CHERIseed – port effortlessly to CHERI

Arm
|

CHERI - Overview

Current CPU architectures require strong software support for memory and address-space management, increasing the overhead and complexity to make systems more secure. Preventing, or even just mitigating, exploitation of software bugs in the systems results in inefficient and increasingly expensive software support.

CHERI-based architecture introduces hardware-supported security features using explicit capability model with bounded memory access and additional properties to limit unauthorized memory exploitations.

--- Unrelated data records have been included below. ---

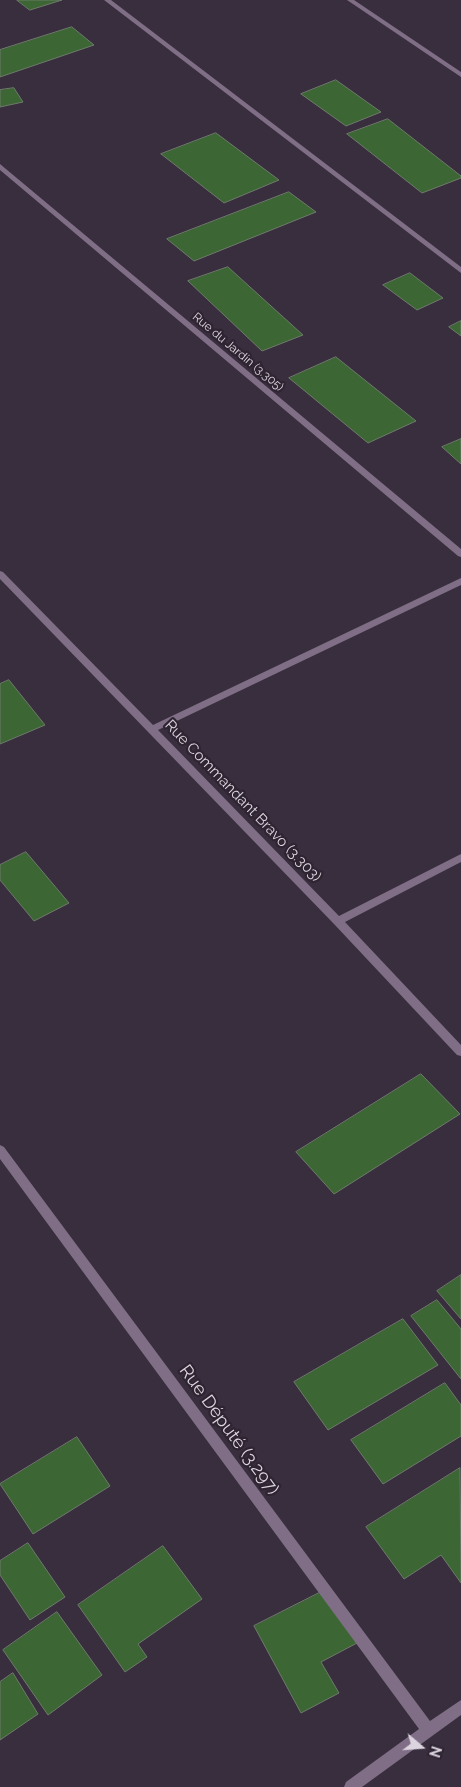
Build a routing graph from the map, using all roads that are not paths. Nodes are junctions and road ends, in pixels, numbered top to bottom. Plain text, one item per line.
1 (107, 0) edge
2 (350, 0) edge
3 (461, 75) edge
4 (0, 166) edge
5 (461, 271) edge
6 (461, 554) edge
7 (0, 574) edge
8 (461, 581) edge
9 (152, 729) junction
10 (461, 858) edge
11 (338, 921) junction
12 (461, 1052) edge
13 (0, 1150) edge
14 (461, 1707) edge
15 (429, 1731) junction
16 (351, 1787) edge

1 - 5 street
2 - 3 street
4 - 6 street, Rue du Jardin (3.305)
7 - 9 street, Rue Commandant Bravo (3.303)
8 - 9 street
9 - 11 street, Rue Commandant Bravo (3.303)
10 - 11 street
11 - 12 street, Rue Commandant Bravo (3.303)
13 - 15 street, Rue Député (3.297)
14 - 15 street
15 - 16 street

All memory within an address space in such an architecture can be accessed via one of two kinds of capabilities, with one of the types used in load/store instructions to access data or other capabilities, and the other one - for transition between protection domains via invoking call/return instructions1 2. To find out more about memory protection, check this post.

CHERIseed – Introduction

While CHERI introduces strong security features, it also requires tweaking the programming model to ensure capability provenance validity, monotonicity and to resolve other capability related faults. So, migrating your project to enable the use of the CHERI features could be a bit tedious. To overcome this deterrence and to facilitate the porting effort of existing code to CHERI hardware platform we are introducing CHERIseed.

CHERIseed is a software-only implementation of CHERI C/C++ semantics3. It provides some CHERI functionality while running your project on a host machine that is not capability aware. This tool helps decrease complexity of porting to CHERI hardware by helping developers learn and identify potentially unsafe code that would fault on real CHERI hardware. CHERI C/C++ is relatively new and CHERIseed helps in step-by-step introduction of CHERI into any code base. CHERIseed provides the following key functionalities:

  • An interface to modify and retrieve capability properties using CHERI APIs,
  • 128-bit capability representation for a 64-bit address space and
  • Tags, bounds and permissions checking on pointer dereferences.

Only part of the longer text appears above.